Return all of the entries word for word, but omit the pictures they contain.

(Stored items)
================

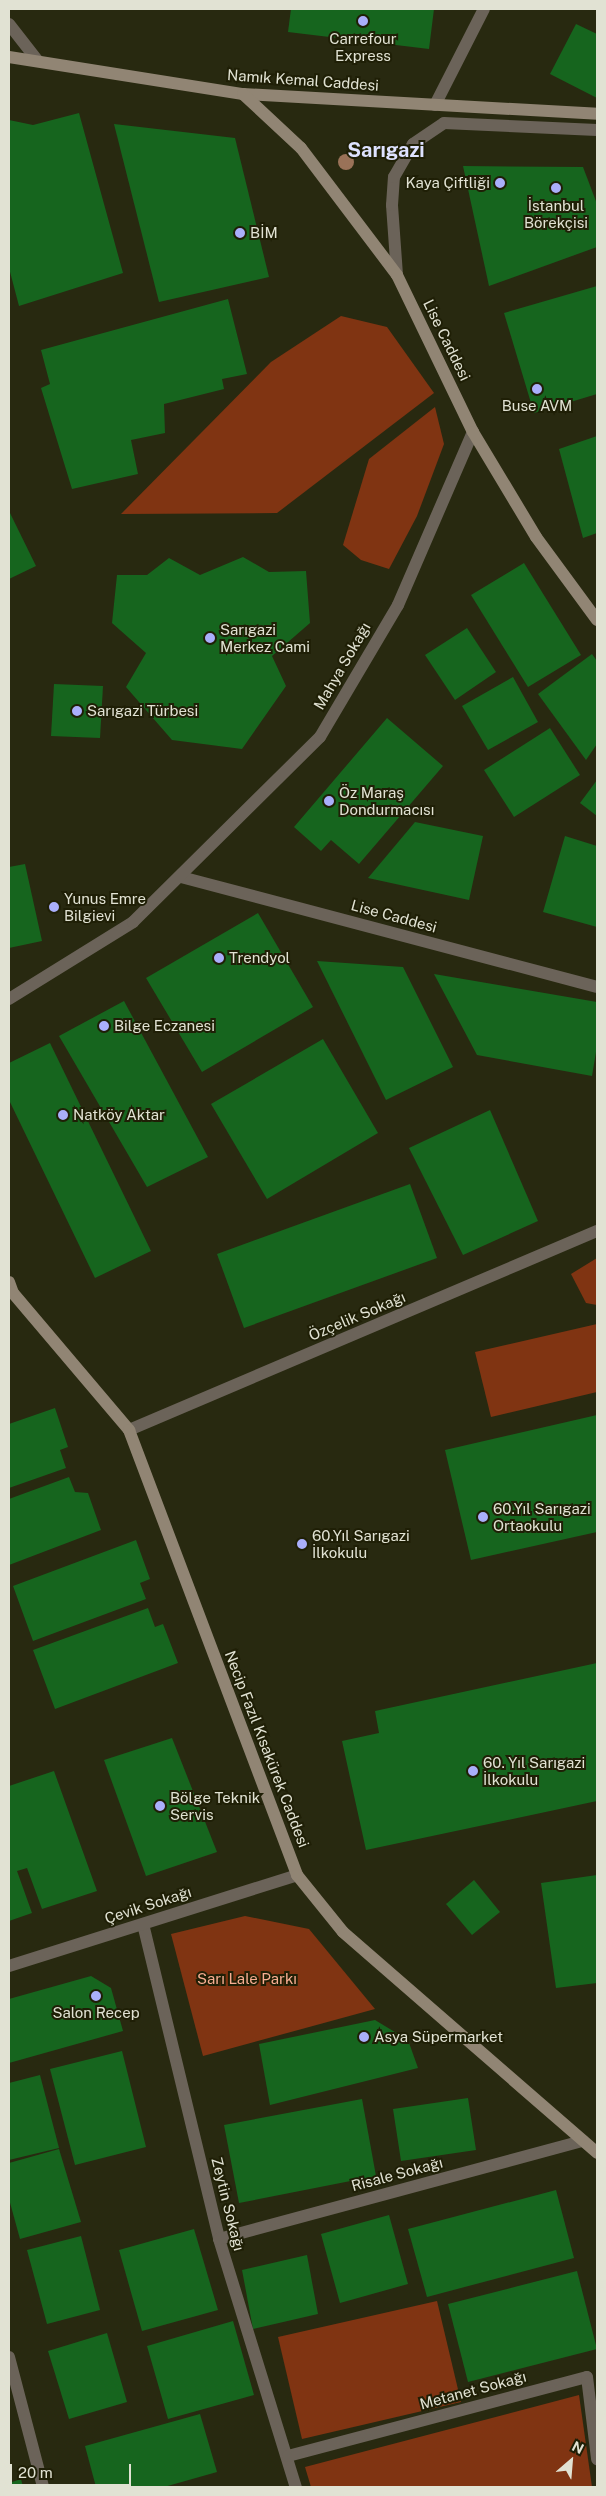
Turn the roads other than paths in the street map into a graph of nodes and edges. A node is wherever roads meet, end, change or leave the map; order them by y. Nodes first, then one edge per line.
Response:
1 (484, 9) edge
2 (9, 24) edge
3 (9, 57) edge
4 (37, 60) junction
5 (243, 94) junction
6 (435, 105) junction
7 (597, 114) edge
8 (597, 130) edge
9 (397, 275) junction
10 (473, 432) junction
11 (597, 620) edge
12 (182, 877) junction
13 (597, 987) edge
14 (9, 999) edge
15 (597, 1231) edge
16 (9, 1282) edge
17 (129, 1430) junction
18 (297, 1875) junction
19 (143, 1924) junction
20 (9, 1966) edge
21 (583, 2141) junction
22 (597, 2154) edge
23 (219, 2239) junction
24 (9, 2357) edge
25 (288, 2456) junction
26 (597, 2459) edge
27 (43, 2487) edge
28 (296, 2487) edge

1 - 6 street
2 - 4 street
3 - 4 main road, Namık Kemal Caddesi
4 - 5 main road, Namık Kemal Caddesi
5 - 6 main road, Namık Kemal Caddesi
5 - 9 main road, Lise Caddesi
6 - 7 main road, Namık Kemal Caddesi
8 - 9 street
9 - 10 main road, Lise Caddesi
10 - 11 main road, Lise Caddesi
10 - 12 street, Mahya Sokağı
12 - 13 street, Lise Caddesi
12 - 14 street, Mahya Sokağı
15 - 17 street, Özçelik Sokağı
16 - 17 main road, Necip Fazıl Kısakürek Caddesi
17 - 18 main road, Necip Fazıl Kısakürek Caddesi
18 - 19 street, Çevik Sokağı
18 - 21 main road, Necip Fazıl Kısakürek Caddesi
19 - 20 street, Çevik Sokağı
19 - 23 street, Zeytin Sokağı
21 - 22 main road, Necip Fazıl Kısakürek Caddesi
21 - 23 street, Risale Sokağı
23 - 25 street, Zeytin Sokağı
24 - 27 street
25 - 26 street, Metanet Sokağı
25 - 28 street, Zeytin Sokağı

================

◆ Written response:
Turn the roads other than paths in the street map into a graph of nodes and edges. A node is wherever roads meet, end, change or leave the map; order them by y. Nodes first, then one edge per line.
Response:
1 (484, 9) edge
2 (9, 24) edge
3 (9, 57) edge
4 (37, 60) junction
5 (243, 94) junction
6 (435, 105) junction
7 (597, 114) edge
8 (597, 130) edge
9 (397, 275) junction
10 (473, 432) junction
11 (597, 620) edge
12 (182, 877) junction
13 (597, 987) edge
14 (9, 999) edge
15 (597, 1231) edge
16 (9, 1282) edge
17 (129, 1430) junction
18 (297, 1875) junction
19 (143, 1924) junction
20 (9, 1966) edge
21 (583, 2141) junction
22 (597, 2154) edge
23 (219, 2239) junction
24 (9, 2357) edge
25 (288, 2456) junction
26 (597, 2459) edge
27 (43, 2487) edge
28 (296, 2487) edge

1 - 6 street
2 - 4 street
3 - 4 main road, Namık Kemal Caddesi
4 - 5 main road, Namık Kemal Caddesi
5 - 6 main road, Namık Kemal Caddesi
5 - 9 main road, Lise Caddesi
6 - 7 main road, Namık Kemal Caddesi
8 - 9 street
9 - 10 main road, Lise Caddesi
10 - 11 main road, Lise Caddesi
10 - 12 street, Mahya Sokağı
12 - 13 street, Lise Caddesi
12 - 14 street, Mahya Sokağı
15 - 17 street, Özçelik Sokağı
16 - 17 main road, Necip Fazıl Kısakürek Caddesi
17 - 18 main road, Necip Fazıl Kısakürek Caddesi
18 - 19 street, Çevik Sokağı
18 - 21 main road, Necip Fazıl Kısakürek Caddesi
19 - 20 street, Çevik Sokağı
19 - 23 street, Zeytin Sokağı
21 - 22 main road, Necip Fazıl Kısakürek Caddesi
21 - 23 street, Risale Sokağı
23 - 25 street, Zeytin Sokağı
24 - 27 street
25 - 26 street, Metanet Sokağı
25 - 28 street, Zeytin Sokağı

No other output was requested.